_PROBLEM DESCRIPTION_:
Take every line from the records below that includes the word "lane".

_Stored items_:
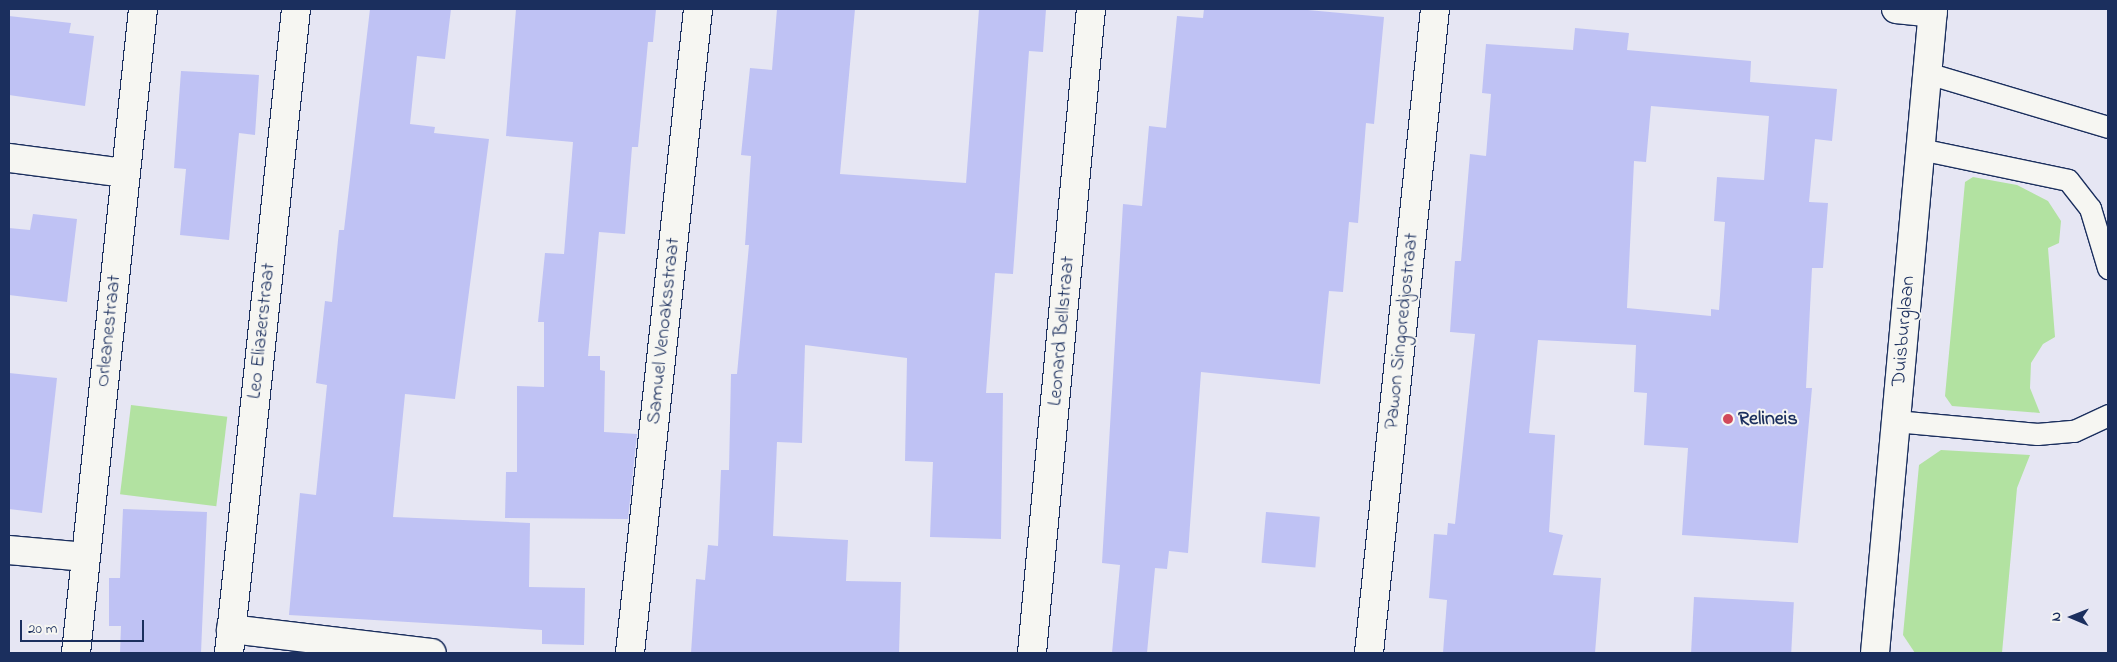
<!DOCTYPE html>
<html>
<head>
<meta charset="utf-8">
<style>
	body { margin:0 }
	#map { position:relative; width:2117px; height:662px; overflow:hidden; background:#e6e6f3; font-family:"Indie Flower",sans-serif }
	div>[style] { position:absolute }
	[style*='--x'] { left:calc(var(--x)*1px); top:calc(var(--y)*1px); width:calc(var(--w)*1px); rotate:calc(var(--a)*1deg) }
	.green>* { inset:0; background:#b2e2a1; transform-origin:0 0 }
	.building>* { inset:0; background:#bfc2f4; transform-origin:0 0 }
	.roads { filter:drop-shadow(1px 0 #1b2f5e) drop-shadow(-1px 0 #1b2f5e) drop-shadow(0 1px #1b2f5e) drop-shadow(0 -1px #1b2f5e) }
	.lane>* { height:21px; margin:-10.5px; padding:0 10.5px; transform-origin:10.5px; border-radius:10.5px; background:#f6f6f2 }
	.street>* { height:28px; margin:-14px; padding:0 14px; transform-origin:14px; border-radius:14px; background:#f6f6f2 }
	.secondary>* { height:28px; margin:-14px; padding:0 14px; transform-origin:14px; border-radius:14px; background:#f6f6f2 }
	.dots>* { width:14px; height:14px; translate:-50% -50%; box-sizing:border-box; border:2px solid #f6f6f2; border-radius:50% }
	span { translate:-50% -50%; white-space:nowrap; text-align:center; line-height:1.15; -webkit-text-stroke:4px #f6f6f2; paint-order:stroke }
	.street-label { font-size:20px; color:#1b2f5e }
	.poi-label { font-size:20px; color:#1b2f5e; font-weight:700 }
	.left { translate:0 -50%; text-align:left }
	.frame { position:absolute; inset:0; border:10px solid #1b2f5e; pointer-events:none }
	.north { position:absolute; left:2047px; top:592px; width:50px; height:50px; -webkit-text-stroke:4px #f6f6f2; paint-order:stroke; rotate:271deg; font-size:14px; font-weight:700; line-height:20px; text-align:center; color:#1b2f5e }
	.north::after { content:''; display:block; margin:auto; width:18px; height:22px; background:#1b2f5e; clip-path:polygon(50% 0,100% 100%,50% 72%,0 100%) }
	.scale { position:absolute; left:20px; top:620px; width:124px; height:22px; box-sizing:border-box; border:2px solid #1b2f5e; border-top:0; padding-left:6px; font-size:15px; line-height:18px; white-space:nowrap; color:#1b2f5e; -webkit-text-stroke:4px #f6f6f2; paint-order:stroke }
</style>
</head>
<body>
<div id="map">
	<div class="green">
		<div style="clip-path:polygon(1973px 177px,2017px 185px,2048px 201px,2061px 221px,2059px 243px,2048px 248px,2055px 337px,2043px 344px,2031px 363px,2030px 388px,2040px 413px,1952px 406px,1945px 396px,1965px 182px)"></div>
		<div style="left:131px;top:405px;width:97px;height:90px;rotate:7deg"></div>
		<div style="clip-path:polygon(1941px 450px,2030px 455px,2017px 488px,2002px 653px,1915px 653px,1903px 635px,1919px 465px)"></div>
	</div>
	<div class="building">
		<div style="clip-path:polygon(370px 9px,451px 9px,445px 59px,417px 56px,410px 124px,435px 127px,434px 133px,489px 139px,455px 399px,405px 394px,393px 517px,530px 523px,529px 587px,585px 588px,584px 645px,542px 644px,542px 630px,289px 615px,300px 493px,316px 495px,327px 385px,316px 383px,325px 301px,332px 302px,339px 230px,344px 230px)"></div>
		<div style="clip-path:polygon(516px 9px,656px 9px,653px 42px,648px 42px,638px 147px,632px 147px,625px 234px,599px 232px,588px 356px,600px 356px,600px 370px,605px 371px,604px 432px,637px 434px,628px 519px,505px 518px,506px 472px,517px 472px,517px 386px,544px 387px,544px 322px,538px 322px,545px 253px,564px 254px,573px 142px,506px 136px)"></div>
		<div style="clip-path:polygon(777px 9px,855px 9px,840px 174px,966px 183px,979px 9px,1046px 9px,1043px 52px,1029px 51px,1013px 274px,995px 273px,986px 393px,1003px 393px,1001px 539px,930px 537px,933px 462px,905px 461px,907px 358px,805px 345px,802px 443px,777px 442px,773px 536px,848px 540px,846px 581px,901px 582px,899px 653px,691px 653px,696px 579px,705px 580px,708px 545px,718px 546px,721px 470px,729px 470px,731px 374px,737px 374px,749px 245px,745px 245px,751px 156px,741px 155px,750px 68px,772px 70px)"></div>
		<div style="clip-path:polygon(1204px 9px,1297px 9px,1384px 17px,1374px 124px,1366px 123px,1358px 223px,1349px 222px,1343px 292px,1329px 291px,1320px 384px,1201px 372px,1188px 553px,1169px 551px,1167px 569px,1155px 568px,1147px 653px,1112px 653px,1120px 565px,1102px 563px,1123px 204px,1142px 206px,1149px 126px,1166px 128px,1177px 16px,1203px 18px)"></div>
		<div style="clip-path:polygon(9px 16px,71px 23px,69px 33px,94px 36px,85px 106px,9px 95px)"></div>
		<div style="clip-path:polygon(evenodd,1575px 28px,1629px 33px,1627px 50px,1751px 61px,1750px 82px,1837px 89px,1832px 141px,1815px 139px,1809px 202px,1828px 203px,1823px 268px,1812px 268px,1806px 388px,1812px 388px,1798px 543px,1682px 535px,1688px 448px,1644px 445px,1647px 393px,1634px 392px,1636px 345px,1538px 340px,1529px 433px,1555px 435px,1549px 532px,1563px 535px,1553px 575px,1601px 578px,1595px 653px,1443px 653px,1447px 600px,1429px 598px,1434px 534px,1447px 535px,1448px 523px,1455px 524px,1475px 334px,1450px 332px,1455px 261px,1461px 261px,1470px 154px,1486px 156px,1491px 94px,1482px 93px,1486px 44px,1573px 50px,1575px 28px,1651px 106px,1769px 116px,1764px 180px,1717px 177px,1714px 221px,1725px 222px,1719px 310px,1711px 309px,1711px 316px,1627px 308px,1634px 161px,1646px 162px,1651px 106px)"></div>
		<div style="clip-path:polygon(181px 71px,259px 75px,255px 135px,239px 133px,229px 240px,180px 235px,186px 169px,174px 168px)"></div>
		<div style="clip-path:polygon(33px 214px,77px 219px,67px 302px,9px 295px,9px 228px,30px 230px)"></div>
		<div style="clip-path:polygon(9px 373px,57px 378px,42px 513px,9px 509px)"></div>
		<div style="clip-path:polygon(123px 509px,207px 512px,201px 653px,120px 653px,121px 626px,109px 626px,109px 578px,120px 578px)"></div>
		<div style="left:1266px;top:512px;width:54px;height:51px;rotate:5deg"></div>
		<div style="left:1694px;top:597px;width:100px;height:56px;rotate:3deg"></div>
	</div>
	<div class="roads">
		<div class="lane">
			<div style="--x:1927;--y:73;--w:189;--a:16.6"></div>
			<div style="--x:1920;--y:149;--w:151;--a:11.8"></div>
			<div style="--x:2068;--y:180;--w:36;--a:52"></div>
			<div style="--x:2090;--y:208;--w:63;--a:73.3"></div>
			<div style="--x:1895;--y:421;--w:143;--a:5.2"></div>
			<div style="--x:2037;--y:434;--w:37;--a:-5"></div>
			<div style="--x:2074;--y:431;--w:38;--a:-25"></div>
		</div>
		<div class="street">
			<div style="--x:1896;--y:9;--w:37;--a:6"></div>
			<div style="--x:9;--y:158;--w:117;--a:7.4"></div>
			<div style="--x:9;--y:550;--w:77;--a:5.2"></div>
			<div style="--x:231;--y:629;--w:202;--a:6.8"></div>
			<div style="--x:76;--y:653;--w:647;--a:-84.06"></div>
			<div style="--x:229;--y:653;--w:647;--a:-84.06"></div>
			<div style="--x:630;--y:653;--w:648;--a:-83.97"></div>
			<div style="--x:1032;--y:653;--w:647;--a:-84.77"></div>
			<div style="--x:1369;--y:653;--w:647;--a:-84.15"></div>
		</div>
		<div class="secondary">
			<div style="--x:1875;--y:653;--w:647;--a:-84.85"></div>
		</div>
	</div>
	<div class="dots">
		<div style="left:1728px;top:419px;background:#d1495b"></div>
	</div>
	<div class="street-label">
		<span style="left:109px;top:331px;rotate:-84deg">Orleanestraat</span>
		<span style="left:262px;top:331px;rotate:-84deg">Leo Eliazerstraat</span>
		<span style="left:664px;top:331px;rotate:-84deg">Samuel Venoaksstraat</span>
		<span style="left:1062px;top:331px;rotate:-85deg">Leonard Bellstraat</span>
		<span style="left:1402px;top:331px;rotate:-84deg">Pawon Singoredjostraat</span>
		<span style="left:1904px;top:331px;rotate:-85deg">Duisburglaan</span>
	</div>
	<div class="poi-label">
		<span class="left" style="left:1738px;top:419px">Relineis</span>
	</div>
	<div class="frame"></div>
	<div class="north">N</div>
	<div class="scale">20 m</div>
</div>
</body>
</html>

_SOLUTION TO THIS EXERCISE_:
	.lane>* { height:21px; margin:-10.5px; padding:0 10.5px; transform-origin:10.5px; border-radius:10.5px; background:#f6f6f2 }
		<div class="lane">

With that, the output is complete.